Spring cleaning has come to Apartment Q!

Apr 03, 2012 12:03

I've been working on cleaning out the apartment for the past week or so. Partly because Sara and I are hoping to move later this month, and partly in preparation for Passover. (Did you knows it's a mitzvah for Jews to clean their houses before Passover?) It starts this Friday, and my temple is having a congregational seder. I can't wait!

Anyway, I have bags and boxes of stuff to either throw out, recycle, or donate. Last night, I tackled two drawers full of old papers and found that I held onto some very pointless, painfully embarrassing stuff. (Sara says that I'll end up like one of those people on Hoarders. Har har.) I had to look at every page to make sure I wasn't recycling anything I wanted to keep. For example, between several issues of my middle school student newspaper -- What the hell? Why did I save those? -- I found a drawing that my grandfather, whom I never knew, mailed to my dad when he was in the army.

I'm recycling large chunks of journals I kept during middle and high schools. I reread them last night, and it's almost hard to believe that all six members of my family ever lived in one house. It was such a monumentally bad living arrangement. There were several long, angry entries about how Mom believed whatever Adam told her, never wanted to hear my or Sara's side of the story on anything, never disciplined him, and often punished us for things he did. Most of it wasn't an exaggeration. My mom has mellowed a lot in recent years, but when we were kids, the smallest thing would throw her into the worst rages. I walked on eggshells around her (and out of habit, I still do) because I never knew what would set her off.

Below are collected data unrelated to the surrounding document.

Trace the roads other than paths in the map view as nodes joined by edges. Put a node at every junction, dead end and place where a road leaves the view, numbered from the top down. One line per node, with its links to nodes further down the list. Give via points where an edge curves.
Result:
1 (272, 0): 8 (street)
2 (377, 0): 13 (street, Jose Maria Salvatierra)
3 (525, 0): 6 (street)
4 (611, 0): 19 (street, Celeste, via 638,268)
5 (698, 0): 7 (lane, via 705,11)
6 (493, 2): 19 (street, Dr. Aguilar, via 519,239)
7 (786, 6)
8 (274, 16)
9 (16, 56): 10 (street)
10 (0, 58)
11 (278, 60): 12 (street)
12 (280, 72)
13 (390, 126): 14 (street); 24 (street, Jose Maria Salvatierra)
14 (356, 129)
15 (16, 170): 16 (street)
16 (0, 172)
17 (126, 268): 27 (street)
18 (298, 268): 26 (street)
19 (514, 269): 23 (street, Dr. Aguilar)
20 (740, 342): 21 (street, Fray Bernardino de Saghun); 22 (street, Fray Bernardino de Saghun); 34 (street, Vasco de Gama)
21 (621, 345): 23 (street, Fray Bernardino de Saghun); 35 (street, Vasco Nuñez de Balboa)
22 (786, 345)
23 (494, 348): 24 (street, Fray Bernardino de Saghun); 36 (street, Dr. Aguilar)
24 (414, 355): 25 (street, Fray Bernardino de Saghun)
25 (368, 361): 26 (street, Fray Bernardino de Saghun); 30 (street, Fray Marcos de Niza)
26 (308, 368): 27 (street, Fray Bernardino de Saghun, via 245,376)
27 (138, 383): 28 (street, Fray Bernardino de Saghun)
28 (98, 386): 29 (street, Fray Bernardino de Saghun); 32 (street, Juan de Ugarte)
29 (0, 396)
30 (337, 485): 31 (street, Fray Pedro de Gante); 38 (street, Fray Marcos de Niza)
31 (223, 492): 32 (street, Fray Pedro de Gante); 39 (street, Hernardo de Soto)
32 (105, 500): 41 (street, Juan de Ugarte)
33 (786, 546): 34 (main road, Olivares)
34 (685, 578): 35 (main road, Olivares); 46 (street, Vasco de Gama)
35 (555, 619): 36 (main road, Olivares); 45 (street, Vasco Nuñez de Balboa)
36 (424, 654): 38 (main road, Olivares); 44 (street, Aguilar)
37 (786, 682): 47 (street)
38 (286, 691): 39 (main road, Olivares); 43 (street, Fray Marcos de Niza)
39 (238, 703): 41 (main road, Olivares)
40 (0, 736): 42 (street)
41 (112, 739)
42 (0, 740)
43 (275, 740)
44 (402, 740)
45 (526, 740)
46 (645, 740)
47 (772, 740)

There was also an angry entry at Christmas one year when I gave Adam a new copy of a book he wanted (purchased at an overprice bookstore, since shopping online didn't exist back then) and he gave me a bag of chocolate-covered peanuts clearly labelled $1. And at least once a year, from middle school up through high school, there was an entry about how I was rereading Watership Down and how much I loved it. It's still my favorite book, and Adam still gives crappy gifts. Some things never change!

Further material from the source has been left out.